Theory of striped dynamic spectra of the Crab pulsar high-frequency interpulse

Abstract

A theory of the spectral "zebra" pattern of the Crab pulsar's high-frequency interpulse (HFIP) radio emission is developed. The observed emission bands are interference maxima caused by multiple ray propagation through the pulsar magnetosphere. The high-contrast interference pattern is the combined effect of gravitational lensing and plasma de-lensing of light rays. The model enables space-resolved tomography of the pulsar magnetosphere, yielding a radial plasma density profile of $n_{e}\propto r^{-3}$, which agrees with theoretical insights. We predict the zebra pattern trend to change at a higher frequency when the ray separation becomes smaller than the pulsar size. This frequency is predicted to be in the range between 42 GHz and 650 GHz, which is within the reach of existing facilities like ALMA and SMA. These observations hold significant importance and would contribute to our understanding of the magnetosphere. Furthermore, they offer the potential to investigate gravity in the strong field regime near the star's surface.

Figures (5)

• Figure 1: Overall geometry of the system.
• Figure 2: The effective index of refraction as a function of distance, for various values of the so-called "reflection radius" parameter $r_{0}=3,\dots, 7$ and $\kappa=3$. All distances are in units of mass $m$, so that $r_{g}=2$ and the Crab pulsar radius is $r_{*}\simeq 4.8$ (indicated by the vertical dashed line).

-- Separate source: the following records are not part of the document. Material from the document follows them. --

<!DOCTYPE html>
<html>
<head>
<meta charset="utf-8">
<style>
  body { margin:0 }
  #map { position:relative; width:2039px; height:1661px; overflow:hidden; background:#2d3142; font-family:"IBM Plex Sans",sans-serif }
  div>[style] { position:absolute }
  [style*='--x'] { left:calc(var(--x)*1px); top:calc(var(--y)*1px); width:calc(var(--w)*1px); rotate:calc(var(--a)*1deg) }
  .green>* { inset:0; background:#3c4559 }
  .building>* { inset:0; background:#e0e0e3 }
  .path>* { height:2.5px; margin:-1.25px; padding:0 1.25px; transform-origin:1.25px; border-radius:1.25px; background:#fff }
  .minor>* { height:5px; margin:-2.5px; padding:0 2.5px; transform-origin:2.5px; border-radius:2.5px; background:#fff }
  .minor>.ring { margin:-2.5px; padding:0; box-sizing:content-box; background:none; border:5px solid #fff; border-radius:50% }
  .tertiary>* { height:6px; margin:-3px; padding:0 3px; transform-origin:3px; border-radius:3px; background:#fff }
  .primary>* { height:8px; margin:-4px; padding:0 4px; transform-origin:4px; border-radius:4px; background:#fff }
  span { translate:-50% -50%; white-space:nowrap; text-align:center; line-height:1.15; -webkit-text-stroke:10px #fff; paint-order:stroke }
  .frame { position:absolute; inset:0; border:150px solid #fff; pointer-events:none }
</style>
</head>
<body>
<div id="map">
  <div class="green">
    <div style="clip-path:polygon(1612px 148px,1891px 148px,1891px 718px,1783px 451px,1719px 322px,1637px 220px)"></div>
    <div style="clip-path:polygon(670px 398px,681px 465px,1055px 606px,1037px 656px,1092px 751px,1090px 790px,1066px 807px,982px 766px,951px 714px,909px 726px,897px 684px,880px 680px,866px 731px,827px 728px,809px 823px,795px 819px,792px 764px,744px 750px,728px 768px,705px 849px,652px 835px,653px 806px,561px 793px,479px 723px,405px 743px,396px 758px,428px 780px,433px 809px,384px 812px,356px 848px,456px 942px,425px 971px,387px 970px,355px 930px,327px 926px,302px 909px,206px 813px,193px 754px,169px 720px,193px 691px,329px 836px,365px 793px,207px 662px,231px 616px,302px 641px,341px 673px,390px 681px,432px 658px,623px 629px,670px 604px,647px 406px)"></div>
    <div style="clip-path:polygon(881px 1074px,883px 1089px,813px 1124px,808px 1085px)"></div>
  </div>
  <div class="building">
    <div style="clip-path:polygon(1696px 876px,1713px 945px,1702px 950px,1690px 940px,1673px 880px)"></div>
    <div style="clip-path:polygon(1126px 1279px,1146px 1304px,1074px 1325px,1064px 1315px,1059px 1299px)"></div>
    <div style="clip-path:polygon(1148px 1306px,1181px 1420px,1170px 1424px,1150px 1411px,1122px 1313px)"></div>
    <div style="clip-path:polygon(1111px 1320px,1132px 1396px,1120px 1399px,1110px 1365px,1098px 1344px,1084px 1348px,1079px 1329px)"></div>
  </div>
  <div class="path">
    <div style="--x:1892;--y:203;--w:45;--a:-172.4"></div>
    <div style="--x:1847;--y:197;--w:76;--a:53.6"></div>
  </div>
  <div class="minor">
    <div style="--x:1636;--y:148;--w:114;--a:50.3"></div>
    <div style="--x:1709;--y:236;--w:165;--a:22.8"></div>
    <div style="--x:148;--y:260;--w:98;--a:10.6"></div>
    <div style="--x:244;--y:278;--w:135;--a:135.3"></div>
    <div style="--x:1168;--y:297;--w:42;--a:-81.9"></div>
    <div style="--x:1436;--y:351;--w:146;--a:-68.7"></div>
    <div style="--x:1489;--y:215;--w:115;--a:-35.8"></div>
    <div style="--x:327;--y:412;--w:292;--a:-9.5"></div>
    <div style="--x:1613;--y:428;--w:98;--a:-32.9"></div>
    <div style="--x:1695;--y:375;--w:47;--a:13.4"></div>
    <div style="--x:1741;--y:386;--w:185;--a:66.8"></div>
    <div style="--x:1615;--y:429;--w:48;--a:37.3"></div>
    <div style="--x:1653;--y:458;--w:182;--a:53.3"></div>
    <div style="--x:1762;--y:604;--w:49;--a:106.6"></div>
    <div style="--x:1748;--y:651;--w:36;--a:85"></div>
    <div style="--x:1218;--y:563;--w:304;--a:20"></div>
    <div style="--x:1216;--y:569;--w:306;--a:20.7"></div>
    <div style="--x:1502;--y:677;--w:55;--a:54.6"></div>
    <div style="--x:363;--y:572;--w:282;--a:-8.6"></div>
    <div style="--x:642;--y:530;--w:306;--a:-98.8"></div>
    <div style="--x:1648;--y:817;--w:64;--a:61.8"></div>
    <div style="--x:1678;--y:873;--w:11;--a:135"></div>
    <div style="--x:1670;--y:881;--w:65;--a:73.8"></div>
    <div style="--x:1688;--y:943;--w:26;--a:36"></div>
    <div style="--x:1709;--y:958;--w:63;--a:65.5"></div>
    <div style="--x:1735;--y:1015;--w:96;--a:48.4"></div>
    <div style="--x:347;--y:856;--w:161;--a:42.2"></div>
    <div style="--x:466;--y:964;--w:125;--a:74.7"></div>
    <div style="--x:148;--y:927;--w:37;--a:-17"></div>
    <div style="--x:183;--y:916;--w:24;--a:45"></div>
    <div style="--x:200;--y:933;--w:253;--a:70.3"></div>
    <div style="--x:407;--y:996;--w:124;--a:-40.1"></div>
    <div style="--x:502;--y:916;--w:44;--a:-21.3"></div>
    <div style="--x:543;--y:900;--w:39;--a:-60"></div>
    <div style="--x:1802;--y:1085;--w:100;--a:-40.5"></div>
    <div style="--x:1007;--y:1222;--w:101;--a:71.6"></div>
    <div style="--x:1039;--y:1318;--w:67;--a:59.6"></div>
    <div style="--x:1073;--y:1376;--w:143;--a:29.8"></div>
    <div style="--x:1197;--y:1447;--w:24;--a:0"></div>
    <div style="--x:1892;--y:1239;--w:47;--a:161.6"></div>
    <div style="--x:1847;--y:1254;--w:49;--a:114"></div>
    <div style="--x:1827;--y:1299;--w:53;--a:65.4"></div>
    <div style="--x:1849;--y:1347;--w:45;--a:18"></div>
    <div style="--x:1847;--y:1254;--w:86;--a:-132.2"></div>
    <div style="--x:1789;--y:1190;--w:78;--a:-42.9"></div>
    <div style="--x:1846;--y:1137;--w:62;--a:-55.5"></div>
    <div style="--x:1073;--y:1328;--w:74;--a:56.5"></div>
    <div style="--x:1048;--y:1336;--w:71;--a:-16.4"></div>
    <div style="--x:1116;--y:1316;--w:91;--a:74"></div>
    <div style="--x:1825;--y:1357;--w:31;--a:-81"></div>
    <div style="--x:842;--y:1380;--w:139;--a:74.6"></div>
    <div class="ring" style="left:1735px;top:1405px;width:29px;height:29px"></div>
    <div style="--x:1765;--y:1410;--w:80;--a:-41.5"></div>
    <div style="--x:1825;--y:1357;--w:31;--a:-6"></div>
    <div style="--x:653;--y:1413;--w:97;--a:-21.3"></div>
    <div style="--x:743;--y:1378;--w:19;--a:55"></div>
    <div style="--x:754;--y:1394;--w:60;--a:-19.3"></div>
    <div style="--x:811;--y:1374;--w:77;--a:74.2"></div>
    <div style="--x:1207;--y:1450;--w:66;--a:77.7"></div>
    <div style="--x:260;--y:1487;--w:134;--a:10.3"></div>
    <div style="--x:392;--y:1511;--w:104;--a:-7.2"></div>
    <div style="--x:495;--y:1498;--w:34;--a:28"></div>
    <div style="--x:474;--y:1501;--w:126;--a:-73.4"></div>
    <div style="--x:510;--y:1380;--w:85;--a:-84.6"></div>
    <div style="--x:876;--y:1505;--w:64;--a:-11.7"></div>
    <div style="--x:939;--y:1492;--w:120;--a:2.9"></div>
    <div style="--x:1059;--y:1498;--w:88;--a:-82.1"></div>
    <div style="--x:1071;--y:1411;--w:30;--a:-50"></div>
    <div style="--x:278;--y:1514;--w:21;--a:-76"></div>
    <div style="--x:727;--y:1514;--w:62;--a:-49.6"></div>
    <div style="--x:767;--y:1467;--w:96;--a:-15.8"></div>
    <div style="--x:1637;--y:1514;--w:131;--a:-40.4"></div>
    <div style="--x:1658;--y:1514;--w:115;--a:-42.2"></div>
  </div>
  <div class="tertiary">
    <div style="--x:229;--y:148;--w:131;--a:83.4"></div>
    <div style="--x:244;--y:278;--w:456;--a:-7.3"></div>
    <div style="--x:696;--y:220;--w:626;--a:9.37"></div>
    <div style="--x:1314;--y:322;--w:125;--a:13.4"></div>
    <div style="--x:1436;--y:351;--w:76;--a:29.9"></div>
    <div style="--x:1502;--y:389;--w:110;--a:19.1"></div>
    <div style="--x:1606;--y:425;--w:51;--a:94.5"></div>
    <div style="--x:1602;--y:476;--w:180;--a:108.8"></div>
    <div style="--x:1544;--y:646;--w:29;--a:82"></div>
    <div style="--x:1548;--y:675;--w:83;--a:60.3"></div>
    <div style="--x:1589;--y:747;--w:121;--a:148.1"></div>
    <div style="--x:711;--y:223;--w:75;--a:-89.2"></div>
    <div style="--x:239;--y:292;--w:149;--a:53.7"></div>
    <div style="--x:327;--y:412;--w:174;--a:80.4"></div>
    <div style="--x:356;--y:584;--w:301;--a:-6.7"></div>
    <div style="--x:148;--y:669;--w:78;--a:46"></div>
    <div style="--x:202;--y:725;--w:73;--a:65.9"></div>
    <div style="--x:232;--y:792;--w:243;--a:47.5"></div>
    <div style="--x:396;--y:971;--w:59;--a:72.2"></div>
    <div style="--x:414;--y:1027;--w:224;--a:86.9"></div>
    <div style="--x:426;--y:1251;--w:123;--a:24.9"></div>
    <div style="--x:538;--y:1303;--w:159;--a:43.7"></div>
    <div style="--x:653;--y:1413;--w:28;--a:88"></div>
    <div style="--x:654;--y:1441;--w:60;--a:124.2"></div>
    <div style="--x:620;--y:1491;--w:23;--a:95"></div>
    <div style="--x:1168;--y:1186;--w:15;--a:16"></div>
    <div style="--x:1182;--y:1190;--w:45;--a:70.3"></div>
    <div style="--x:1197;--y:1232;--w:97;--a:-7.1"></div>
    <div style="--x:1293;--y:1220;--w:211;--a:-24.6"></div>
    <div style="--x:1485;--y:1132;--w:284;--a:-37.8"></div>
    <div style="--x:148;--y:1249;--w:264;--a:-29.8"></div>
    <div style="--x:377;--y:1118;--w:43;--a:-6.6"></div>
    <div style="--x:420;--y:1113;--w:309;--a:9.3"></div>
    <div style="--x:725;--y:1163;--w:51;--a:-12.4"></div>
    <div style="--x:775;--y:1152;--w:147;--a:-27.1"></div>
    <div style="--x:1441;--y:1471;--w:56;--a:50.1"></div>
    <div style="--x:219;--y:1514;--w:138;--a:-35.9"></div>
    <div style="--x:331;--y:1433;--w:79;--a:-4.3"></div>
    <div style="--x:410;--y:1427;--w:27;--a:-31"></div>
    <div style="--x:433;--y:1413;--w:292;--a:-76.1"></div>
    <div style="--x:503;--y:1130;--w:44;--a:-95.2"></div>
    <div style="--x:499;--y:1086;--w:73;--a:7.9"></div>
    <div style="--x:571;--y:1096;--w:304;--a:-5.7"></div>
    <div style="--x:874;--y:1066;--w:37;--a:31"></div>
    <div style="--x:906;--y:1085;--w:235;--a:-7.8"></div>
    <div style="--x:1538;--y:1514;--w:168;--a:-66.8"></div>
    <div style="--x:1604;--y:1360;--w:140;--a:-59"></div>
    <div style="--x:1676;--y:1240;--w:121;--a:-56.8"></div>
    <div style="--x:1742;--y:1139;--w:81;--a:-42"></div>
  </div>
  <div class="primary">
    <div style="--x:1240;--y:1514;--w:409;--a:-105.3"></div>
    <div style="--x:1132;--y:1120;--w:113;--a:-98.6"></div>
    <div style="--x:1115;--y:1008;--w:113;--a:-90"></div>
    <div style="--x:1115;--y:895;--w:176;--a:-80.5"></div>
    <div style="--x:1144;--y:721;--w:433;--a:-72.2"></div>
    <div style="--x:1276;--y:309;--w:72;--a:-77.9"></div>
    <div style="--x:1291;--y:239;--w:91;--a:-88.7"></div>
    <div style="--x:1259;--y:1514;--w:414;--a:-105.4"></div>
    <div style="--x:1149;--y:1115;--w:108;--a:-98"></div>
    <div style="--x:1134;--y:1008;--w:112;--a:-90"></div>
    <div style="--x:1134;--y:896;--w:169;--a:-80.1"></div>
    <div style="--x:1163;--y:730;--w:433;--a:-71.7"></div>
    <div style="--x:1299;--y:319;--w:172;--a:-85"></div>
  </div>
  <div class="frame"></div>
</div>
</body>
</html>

Bright colors denote $n_{\rm eff}>1$ and dark colors correspond to $n_{\rm eff}<1$.
• Figure 3: Deflection of parallel light rays propagating from right to left for various impact parameters, $b=4,\dots,10$, and for $r_{0}=5.5$ and $\kappa=3$. Brighter colors indicate weak deflection, while darker tones represent strongly deflected rays. The $(r,\phi)$ coordinates of the innermost ray, along with its impact parameter, $b$, and the distance of the closest approach, $r_{m}$, are depicted. Also, plotted are: the Schwarzschild radius, $r_{g}=2$ (smallest dashed circle), the non-transparent region when gravitational blue-shift of $\omega$ is accounted for (gray disk), the neutron star size, $r_{*}\simeq4.8$ (solid black circle), and the reflection radius, $r_{0}$, defined by Eq. \ref{['r0']} (large dashed gray circle). All distances are measured in units of the neutron-star mass $m$.
• Figure 4: A schematic representation of the pulsar system, illustrating its equivalence to Young's slits. Variables drawn with blue inc describe light ray propagation, while those in red inc describe two-slit interference.
• Figure 5: The frequency fringe pattern obtained in the double-slit setup with the slit separation, $a(\omega)=2b_{0}$, obtained from Eq. \ref{['ftot']} for $\phi_{\rm tot}=\pi$. Four different values of the power-law index $\kappa=2.8,\ 2.9,\ 3.1,\ 3.2$ are presented. The black dashed line indicates the anticipated dependence for the analytically obtained value of $\kappa=3$, see Eq. \ref{['kappa']}. Other numerical parameters are adjusted so that there approximately $N\simeq30$ fringes in the 5--30 frequency domain (arb. units). The approximate data points from HE+16b are also shown.